La rationalisation des dépenses fiscales se veut une des dix recommandations des dernières Assises de la Fiscalité. Plus d’un an après et ce bien avant la pandémie, aucune action n’est entreprise dans ce sens.
Dans un contexte empreint d’une crise sanitaire qui s’est abattue sur l’ensemble des secteurs économiques, la contribution des entreprises notamment en matière de recettes fiscales s’est réduite de manière drastique. Cette réduction a détérioré davantage le déficit budgétaire à un moment où l’Etat est appelé à jouer au sapeur-pompier pour secourir aussi bien les entreprises que les ménages fortement secoués par la crise.
Cette crise remet sur la table l’épineuse problématique de la rationalisation de la dépense publique. Dans cet ordre d’idée, les dépenses fiscales concédées par l’Etat méritent une attention particulière. Il serait judicieux de procéder à une évaluation desdites dépenses et leur impact sur le secteur qui en a bénéficié des années durant. Les pouvoirs publics doivent les garder sous les radars pour s’assurer des vertus de la dispense fiscale dont a profité le secteur et sa contribution en terme de valeur ajoutée à l’économie ( PIB, emplois, création de richesses…).
Aussi, des indicateurs de performances seraient souhaitables pour s’assurer de l’efficience de la dépense fiscale. A ce titre, les bénéficiaires doivent s’engager sur des réalisations. Faute de quoi, l’Etat peut faire marche arrière et retirer la dispense fiscale.
Toutefois, la réduction des dépenses fiscales ne doit se faire d’une manière fortuite, mais d’une manière raisonnée et raisonnable. Le leitmotiv est de ne pas pénaliser des secteurs à un tournant majeur de leur développement.
A l’occasion de chaque Loi de Finances, la sempiternelle question se pose : sur quels critères se base-t-on pour octroyer telle ou telle dépense fiscale à un secteur donné ? C’est pour dire que de l’amont jusqu’à l’aval, la dépense fiscale est entourée de zones d’ombre.
27,7 Mds de DH de dépenses fiscales au titre de 2019
Dans le rapport sur l’exécution du Budget 2019 publié par la Cour des Comptes, il ressort que les dépenses fiscales concédées par l’Etat, en 2019, se sont élevées à 27,7 Mds de DH, soit un ratio de 13,1% par rapport aux recettes fiscales. Ce coût provient de 236 mesures dérogatoires évaluées sur les 293 mesures dérogatoires recensées. Ledit rapport précise que 57 mesures dérogatoires n’ont toujours pas fait l’objet d’évaluation et ne sont, en conséquence, pas prises en considération dans les 27,7 Mds de DH de dépenses fiscales.

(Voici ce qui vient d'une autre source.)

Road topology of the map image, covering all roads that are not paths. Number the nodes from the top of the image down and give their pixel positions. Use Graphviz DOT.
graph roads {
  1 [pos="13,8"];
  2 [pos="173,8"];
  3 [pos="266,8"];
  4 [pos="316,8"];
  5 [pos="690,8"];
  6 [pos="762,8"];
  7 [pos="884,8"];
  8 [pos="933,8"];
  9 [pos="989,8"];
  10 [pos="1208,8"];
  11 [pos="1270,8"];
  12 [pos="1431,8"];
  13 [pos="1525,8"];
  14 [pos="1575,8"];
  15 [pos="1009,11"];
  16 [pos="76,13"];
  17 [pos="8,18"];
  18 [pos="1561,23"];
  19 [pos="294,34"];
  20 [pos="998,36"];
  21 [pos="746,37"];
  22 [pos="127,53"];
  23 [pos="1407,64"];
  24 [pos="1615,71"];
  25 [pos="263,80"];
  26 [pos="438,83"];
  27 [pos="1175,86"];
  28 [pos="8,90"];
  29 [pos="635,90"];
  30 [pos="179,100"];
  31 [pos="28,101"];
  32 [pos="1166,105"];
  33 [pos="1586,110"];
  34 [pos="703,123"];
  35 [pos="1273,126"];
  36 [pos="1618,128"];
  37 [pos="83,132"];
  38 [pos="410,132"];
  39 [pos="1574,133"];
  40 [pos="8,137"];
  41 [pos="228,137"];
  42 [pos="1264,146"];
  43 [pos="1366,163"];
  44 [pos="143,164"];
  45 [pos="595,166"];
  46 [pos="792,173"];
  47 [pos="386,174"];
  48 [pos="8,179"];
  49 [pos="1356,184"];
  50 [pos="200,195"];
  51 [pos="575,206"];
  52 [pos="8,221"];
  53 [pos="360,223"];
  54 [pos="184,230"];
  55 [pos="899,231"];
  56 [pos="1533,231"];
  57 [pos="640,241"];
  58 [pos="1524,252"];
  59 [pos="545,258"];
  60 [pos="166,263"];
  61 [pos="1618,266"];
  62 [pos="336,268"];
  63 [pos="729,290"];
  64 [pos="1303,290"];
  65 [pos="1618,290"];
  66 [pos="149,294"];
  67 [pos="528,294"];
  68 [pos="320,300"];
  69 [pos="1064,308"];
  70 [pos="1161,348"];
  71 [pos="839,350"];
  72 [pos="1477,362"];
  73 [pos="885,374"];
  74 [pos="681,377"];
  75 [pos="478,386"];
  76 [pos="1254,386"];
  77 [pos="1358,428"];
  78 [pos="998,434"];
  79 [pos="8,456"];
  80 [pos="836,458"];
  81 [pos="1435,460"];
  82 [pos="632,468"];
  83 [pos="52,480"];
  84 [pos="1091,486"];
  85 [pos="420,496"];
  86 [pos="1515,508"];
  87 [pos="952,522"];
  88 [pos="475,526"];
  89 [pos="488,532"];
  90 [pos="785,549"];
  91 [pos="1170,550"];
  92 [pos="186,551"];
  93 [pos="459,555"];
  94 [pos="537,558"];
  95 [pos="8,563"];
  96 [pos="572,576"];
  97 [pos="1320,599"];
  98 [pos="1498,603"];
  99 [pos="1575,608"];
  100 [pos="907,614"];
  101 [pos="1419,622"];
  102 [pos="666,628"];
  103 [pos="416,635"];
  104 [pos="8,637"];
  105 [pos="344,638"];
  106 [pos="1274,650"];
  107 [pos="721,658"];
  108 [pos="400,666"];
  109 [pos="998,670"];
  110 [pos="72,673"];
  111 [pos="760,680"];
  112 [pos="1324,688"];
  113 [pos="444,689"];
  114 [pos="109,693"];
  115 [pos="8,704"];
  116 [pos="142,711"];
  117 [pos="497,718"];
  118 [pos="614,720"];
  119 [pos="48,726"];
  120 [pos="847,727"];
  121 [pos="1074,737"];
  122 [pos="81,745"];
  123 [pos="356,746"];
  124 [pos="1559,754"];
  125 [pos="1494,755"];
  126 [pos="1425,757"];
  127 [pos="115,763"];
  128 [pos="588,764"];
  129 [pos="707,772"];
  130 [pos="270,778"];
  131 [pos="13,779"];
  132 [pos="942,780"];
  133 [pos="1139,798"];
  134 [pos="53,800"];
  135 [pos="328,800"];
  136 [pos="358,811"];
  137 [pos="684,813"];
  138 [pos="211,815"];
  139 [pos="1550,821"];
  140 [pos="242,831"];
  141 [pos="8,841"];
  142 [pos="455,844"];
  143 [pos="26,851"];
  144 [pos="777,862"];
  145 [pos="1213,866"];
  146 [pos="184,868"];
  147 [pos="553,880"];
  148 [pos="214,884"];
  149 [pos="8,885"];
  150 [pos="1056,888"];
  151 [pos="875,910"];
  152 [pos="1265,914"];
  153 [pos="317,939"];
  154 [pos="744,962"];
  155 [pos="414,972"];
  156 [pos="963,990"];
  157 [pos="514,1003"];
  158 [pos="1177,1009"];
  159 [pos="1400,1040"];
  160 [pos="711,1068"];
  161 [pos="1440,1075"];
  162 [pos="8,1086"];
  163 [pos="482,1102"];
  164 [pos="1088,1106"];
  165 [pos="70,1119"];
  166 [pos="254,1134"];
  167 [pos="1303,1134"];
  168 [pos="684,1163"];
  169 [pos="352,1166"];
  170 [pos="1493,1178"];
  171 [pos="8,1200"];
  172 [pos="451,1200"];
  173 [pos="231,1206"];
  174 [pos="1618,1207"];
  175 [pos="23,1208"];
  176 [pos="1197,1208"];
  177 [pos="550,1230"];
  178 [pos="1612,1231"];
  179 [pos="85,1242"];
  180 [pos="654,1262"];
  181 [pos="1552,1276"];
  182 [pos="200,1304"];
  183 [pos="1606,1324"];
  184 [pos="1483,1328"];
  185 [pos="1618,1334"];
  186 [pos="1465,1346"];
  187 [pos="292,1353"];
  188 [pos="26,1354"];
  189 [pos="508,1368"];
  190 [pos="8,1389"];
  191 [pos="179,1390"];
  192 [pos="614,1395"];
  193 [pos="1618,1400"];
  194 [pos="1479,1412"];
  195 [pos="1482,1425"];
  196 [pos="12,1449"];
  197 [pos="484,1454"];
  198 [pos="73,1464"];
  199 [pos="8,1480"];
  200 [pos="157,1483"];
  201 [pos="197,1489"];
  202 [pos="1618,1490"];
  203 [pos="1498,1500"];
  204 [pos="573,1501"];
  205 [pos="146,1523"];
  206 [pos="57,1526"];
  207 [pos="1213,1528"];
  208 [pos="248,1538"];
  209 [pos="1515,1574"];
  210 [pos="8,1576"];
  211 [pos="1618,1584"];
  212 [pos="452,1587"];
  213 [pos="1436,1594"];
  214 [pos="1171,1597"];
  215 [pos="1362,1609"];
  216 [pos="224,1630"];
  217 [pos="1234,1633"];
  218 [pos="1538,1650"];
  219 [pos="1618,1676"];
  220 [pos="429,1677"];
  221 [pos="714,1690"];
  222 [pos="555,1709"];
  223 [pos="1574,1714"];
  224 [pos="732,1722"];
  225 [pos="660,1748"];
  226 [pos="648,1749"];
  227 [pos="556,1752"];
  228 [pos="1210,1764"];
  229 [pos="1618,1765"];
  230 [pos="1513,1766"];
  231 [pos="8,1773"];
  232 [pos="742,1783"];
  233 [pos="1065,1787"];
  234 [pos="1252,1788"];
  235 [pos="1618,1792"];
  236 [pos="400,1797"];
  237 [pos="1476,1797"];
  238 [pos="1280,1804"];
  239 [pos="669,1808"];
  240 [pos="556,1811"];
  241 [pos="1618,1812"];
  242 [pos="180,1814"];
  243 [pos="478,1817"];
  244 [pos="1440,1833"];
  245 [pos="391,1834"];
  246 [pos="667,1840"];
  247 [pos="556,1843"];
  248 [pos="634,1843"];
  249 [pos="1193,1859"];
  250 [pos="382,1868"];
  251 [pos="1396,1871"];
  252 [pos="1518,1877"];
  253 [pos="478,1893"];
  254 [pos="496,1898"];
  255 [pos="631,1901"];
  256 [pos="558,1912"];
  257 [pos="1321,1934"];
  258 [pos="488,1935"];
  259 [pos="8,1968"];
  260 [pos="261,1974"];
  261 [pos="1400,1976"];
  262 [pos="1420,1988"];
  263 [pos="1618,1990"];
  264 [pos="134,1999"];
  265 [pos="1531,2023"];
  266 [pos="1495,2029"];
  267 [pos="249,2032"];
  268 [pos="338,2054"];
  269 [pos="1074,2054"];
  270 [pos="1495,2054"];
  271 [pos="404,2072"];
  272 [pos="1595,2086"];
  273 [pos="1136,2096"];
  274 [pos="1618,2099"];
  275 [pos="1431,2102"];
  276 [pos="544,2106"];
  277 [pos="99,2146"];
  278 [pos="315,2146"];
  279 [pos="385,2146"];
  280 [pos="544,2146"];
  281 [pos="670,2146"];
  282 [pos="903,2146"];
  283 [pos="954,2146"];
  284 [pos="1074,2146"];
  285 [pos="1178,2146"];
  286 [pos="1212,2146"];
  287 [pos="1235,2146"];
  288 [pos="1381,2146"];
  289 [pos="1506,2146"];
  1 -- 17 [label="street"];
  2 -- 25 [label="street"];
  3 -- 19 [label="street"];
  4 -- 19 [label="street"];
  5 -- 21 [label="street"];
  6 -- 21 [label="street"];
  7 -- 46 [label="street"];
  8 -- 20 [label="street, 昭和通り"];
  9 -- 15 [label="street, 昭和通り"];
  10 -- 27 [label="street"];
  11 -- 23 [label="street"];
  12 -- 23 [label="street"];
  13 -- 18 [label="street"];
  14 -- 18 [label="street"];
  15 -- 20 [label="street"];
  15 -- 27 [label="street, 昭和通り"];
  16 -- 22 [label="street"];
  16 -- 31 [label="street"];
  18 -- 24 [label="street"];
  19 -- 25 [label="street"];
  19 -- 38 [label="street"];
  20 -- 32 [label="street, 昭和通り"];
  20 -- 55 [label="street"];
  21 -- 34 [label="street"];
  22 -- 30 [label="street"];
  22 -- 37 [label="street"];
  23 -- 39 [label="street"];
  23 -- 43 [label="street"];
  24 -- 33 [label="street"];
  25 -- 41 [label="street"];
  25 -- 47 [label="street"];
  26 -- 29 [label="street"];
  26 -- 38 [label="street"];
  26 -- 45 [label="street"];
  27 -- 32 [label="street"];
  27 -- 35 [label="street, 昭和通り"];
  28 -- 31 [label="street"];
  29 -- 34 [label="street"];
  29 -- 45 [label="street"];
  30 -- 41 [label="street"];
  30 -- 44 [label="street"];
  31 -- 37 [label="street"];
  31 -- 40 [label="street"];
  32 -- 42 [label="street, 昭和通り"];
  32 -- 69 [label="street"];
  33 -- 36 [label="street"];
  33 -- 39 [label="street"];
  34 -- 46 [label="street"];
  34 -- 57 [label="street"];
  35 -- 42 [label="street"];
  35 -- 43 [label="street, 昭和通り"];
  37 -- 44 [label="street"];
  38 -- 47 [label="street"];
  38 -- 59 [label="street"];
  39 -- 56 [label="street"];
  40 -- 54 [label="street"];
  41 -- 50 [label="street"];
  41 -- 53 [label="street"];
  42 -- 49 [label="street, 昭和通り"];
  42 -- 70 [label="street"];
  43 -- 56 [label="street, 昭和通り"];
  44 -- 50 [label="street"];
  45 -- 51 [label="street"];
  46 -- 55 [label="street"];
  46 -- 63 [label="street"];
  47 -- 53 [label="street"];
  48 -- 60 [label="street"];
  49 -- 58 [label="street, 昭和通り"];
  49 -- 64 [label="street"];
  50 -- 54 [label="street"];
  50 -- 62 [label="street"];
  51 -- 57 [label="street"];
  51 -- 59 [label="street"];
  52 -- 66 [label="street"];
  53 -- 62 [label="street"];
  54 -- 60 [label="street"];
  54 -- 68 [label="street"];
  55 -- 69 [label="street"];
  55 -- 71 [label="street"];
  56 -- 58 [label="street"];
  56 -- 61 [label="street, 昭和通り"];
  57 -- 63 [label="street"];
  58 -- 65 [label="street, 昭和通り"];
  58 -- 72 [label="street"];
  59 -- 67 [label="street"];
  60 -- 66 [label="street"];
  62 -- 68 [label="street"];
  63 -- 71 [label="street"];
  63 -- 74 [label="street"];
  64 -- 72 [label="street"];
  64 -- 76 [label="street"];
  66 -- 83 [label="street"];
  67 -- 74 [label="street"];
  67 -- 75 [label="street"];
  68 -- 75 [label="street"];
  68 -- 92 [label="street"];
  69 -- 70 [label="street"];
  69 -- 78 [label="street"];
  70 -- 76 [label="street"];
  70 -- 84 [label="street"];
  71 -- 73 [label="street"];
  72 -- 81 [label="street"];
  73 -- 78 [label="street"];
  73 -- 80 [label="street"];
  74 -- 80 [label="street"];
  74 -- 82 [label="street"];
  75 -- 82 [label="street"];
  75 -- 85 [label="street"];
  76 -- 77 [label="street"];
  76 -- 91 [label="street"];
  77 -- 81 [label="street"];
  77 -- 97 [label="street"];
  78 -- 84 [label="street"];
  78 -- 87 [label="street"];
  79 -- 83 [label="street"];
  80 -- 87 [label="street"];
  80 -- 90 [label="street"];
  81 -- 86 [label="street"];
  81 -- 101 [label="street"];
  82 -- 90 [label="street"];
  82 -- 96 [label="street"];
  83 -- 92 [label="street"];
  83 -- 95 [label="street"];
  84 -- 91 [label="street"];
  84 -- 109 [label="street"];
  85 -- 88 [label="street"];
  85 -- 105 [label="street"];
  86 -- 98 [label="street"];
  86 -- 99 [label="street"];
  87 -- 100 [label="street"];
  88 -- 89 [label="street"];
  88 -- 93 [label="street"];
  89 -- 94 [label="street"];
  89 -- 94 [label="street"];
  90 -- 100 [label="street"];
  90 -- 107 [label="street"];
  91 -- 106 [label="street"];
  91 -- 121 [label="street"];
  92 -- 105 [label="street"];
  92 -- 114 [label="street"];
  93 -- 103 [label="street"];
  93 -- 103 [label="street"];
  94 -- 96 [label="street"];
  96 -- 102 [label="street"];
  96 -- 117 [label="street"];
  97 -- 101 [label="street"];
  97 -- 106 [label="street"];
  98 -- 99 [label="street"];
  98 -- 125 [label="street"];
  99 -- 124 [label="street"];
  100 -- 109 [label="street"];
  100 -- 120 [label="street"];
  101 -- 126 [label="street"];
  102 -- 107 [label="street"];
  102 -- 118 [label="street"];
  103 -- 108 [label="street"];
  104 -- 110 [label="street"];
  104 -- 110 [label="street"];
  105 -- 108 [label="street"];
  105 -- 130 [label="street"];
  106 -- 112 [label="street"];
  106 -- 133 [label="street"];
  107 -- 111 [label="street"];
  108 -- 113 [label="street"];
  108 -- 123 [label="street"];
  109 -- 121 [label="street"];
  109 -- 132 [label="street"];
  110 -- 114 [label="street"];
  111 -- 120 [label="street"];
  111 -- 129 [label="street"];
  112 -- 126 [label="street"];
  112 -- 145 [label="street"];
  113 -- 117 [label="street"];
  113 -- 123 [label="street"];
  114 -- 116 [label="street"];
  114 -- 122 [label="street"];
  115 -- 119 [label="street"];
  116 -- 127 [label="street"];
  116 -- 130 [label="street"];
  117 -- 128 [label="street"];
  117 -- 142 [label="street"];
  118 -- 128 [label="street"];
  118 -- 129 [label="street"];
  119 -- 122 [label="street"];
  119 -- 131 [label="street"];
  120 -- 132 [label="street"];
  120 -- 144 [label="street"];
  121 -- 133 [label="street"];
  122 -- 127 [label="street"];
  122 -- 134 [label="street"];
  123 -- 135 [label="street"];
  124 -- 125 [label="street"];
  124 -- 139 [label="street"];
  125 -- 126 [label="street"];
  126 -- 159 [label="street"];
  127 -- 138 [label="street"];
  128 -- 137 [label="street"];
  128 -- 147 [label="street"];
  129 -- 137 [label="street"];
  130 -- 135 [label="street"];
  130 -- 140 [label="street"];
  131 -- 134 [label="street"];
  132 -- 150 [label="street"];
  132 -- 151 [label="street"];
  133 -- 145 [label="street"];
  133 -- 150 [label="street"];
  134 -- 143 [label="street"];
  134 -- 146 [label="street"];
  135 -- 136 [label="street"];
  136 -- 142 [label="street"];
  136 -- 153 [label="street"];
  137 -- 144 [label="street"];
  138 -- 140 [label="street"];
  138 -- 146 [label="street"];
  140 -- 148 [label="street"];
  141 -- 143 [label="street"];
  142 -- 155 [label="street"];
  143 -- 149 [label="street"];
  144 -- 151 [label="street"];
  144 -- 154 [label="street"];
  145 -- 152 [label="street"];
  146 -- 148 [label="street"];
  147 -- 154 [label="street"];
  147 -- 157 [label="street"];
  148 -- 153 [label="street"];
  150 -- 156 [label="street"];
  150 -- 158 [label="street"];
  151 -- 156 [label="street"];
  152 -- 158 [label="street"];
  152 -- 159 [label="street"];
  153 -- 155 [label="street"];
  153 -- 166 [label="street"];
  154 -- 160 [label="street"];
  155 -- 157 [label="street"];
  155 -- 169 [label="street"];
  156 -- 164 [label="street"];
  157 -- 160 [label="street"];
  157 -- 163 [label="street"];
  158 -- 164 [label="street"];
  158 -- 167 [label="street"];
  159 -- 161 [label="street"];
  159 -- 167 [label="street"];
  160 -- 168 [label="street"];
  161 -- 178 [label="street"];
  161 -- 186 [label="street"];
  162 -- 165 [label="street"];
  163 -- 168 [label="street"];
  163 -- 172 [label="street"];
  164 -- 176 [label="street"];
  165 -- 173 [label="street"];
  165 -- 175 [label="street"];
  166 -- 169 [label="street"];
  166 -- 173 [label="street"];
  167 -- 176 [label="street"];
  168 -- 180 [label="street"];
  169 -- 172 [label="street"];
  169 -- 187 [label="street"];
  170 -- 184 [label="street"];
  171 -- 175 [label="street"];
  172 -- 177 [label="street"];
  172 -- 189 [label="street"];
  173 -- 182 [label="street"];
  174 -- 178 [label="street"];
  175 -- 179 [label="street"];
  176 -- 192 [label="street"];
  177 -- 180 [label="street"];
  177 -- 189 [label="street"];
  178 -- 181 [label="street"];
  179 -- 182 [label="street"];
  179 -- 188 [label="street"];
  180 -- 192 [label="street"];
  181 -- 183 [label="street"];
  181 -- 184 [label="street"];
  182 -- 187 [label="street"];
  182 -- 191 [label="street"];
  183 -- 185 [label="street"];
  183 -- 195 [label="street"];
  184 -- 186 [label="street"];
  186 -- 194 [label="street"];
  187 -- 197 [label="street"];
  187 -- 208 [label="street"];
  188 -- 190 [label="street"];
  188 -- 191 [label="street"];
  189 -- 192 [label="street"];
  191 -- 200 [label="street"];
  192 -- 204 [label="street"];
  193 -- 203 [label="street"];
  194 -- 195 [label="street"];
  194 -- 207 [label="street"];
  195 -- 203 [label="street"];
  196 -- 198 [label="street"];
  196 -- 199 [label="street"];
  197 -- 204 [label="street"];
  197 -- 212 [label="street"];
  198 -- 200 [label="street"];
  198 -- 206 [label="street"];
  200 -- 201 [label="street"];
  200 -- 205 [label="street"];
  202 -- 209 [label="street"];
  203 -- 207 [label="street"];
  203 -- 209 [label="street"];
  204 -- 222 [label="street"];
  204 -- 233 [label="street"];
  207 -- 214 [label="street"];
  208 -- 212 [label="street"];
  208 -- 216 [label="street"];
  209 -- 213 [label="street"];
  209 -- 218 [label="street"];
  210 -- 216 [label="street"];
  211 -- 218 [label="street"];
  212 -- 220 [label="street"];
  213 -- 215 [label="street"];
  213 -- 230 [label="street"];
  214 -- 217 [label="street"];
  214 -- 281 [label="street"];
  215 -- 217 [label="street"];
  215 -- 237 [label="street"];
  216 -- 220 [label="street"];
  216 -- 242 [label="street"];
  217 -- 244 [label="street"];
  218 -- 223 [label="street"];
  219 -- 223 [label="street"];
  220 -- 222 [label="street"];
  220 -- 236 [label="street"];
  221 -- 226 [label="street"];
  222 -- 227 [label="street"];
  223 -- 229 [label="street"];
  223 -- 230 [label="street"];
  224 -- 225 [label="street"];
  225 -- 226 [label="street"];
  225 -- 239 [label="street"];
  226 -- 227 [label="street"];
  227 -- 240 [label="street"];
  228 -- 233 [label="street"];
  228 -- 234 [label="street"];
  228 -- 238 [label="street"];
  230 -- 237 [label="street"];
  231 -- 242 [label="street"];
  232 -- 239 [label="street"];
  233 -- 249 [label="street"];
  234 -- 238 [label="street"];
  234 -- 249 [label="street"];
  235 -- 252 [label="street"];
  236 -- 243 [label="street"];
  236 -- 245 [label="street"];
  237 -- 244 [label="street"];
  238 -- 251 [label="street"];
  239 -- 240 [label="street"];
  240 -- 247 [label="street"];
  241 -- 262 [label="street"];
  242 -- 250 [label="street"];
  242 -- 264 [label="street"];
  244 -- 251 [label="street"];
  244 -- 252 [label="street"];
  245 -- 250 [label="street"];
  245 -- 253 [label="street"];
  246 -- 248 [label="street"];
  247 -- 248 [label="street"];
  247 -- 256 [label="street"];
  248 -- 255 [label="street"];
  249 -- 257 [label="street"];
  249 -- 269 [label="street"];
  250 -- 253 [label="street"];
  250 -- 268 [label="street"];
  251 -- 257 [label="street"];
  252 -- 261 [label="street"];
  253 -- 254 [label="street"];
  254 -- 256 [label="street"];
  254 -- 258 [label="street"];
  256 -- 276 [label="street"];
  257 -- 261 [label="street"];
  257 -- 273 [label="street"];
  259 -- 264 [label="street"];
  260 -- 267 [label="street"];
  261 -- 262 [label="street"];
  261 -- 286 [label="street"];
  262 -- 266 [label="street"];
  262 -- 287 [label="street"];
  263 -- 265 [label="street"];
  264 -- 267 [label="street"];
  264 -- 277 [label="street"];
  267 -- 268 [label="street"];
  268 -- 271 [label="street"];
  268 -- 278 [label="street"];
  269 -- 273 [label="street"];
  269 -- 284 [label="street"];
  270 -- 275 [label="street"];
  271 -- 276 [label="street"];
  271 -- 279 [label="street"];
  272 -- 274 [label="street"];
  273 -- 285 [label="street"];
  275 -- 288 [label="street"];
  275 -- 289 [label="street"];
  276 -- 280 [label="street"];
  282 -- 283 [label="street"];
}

Cependant, la part des mesures évaluées par rapport à celles recensées progresse au fil des années.
Ces dépenses demeurent concentrées sur un nombre limité de secteurs. Ainsi, les trois secteurs de l’immobilier, de l’électricité et du gaz et de la sécurité et de la prévoyance sociale, concentrent, à parts pratiquement égales, plus que la moitié des dépenses fiscales enregistrées en 2019. Ces secteurs ont bénéficié d’un total de dépenses fiscales de l’ordre de 14,3 Mds de DH sur les 27,7 Mds de DH enregistrés. Si l’on ajoute à ces dépenses celles profitant aux exportations et au secteur de l’agriculture et de la pêche, le niveau de concentration sectorielle se hisse à 70,9% pour un total de dépenses fiscales de 19,6 Mds de DH.
La TVA représente plus de la moitié…
Il ressort également que le support privilégié par l’Etat pour la dépense fiscale est celui de la Taxe sur la Valeur Ajoutée (TVA). Cette taxe représente plus de la moitié des dépenses fiscales accordées en 2019 par le biais de 81 mesures totalisant 14,2 Mds de DH. L’impôt sur les sociétés a, quant à lui, été utilisé comme véhicule de transmission de la dépense fiscale à travers 57 mesures dérogatoires, dont 46 ont été évaluées pour un coût global de 5 MMDH, soit 18% du montant total des dépenses fiscales de l’année 2019.
A rappeler à juste titre que la rationalisation des dépenses fiscales se veut une des dix recommandations des dernières Assises de la Fiscalité. L’objet attendu étant de supprimer les incitations fiscales n’ayant pas donné l’effet escompté, de définir un cadre normatif fixant les conditions d’octroi des incitations fiscales et leur encadrement et de mettre en place un dispositif institutionnel d’évaluation des impacts socioéconomiques des incitations fiscales. Or, valeur aujourd’hui, aucune action n’ a été entreprise dans ce sens.